# YOUR TASK:
What is the number of lines in the data below that contain "linecap"? Reply with the number only.

# Source data:
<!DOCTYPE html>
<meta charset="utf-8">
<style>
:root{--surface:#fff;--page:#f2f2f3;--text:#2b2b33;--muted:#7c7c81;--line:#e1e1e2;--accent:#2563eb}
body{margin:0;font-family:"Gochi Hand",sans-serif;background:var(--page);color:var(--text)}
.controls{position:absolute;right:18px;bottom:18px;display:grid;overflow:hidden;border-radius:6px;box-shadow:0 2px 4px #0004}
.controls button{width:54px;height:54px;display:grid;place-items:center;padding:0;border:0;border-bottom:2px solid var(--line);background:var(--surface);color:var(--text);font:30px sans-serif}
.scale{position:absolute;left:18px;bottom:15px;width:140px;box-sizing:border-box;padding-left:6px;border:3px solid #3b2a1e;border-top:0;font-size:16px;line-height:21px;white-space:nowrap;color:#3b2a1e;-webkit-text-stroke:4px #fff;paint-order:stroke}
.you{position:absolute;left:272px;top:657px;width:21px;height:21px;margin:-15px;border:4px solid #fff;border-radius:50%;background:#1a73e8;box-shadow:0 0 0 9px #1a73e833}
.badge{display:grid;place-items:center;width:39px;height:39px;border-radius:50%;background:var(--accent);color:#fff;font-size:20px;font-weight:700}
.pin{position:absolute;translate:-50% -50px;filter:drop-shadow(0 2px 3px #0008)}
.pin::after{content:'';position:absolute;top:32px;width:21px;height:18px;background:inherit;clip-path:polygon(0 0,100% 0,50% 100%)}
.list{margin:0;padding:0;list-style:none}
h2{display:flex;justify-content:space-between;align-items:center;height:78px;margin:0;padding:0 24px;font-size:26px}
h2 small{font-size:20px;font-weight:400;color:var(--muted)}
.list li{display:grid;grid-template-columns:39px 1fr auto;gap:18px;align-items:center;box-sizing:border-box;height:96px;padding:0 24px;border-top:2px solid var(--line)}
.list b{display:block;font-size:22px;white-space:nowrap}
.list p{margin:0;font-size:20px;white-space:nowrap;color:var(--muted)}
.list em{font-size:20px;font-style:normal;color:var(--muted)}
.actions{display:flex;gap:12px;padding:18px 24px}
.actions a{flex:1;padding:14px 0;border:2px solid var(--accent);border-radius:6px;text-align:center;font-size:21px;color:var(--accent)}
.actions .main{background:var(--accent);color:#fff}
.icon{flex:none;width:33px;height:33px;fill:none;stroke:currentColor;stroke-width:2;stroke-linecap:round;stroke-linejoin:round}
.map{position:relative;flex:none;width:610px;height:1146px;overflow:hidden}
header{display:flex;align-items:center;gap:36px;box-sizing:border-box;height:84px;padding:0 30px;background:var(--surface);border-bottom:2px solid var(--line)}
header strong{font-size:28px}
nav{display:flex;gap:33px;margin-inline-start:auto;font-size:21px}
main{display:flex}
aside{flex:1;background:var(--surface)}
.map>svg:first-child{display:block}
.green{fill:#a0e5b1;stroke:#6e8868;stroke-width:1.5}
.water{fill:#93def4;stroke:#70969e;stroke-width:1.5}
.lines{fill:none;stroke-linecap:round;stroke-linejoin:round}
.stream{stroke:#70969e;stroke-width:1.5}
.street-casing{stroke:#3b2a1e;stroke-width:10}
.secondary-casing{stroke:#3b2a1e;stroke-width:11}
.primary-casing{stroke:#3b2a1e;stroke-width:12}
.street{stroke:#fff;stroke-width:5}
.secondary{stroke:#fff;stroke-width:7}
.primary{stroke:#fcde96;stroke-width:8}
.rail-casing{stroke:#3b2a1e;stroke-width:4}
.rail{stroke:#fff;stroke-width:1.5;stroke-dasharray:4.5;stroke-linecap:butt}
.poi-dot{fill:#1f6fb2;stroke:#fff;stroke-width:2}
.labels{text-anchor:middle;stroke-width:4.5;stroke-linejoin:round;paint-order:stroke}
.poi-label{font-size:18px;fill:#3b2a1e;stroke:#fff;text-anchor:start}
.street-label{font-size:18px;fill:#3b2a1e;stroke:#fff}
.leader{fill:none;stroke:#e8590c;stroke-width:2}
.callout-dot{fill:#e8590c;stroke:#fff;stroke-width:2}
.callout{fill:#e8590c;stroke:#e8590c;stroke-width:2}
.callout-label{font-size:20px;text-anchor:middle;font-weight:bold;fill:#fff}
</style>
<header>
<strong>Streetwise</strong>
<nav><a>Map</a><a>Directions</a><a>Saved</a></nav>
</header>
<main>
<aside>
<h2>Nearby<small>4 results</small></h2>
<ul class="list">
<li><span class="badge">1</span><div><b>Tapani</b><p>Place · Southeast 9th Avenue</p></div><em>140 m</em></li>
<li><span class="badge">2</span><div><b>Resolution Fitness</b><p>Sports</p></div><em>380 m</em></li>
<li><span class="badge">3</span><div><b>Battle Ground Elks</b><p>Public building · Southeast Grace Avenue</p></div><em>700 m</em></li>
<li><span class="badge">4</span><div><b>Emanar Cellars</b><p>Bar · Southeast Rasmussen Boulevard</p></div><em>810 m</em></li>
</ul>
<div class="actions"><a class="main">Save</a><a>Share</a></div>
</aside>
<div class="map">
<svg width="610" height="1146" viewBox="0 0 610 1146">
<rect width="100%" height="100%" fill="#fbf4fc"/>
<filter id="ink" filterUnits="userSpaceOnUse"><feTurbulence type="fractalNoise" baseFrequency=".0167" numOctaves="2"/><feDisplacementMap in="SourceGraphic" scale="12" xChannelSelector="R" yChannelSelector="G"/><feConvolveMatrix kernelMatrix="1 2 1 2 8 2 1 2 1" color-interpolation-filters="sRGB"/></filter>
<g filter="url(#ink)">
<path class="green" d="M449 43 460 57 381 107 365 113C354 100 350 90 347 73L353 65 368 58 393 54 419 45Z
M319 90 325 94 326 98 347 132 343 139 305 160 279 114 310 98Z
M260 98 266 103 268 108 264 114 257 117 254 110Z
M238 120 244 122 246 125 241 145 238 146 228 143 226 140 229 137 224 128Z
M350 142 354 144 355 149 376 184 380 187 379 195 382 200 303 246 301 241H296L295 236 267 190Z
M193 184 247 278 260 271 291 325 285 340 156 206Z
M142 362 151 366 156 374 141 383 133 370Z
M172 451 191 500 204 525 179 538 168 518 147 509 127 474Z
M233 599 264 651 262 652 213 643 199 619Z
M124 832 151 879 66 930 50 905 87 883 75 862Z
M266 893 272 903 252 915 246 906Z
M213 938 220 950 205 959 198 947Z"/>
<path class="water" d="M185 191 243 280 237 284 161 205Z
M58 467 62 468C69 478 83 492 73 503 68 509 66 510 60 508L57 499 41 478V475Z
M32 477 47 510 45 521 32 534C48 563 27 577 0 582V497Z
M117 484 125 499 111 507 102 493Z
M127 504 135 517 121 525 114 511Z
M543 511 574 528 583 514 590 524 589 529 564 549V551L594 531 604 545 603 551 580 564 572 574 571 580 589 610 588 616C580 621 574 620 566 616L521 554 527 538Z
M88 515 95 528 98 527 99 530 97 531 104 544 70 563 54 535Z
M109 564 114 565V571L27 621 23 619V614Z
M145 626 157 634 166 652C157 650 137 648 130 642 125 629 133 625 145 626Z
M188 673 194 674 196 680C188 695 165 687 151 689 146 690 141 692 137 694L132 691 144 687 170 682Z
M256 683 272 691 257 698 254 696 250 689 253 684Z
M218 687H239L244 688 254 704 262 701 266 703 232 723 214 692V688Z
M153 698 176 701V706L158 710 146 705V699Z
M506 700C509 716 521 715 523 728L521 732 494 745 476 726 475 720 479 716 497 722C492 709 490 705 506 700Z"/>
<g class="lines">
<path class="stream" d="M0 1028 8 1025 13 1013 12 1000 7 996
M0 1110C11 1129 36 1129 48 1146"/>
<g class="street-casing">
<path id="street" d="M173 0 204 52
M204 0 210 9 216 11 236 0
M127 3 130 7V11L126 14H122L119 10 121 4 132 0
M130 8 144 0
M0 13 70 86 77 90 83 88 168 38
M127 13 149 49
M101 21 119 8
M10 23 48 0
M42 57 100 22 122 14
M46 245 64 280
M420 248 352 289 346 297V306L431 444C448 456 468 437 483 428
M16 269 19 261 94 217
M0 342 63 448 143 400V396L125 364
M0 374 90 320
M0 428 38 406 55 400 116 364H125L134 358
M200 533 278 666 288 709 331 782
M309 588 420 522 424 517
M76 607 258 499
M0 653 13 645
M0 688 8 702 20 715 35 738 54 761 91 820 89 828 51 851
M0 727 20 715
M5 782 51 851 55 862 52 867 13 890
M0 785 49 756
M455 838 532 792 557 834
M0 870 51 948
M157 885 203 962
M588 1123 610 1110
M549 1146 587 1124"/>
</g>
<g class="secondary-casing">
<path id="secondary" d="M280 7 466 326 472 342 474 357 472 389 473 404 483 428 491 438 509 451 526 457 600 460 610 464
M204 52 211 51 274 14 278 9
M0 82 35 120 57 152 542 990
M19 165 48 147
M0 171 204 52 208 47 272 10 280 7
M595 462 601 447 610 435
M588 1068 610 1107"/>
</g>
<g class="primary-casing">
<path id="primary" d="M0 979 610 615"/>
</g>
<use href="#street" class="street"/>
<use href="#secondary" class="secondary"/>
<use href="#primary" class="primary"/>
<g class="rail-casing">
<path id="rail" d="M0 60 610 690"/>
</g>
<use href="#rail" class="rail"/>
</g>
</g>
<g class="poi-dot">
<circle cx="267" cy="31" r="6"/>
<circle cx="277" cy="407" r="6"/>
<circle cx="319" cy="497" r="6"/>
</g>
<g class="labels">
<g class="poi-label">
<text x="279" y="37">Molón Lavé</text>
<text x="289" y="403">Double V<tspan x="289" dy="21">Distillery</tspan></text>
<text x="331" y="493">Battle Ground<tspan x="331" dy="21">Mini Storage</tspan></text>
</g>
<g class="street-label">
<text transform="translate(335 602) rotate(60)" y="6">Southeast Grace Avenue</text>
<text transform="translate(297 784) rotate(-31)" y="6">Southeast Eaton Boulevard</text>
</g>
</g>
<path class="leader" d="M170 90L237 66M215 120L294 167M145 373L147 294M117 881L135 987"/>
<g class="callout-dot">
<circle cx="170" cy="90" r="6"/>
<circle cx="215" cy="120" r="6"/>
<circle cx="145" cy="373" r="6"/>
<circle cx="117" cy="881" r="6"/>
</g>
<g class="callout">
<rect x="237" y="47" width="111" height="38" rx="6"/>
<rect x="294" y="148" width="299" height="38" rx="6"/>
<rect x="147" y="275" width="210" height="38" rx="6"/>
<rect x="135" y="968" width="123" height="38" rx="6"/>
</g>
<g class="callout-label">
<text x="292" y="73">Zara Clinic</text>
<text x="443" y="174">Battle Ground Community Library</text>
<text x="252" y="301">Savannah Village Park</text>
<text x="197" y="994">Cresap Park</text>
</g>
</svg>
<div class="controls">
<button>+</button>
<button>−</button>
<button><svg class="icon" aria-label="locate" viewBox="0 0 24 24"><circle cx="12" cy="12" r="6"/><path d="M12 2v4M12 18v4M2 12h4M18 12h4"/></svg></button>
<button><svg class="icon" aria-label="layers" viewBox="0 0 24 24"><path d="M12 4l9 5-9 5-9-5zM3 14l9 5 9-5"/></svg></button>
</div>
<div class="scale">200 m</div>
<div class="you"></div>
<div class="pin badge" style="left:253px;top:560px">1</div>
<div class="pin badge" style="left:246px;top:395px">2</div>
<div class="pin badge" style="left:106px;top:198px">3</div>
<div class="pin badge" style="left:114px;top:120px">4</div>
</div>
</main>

# EXPECTED OUTPUT:
3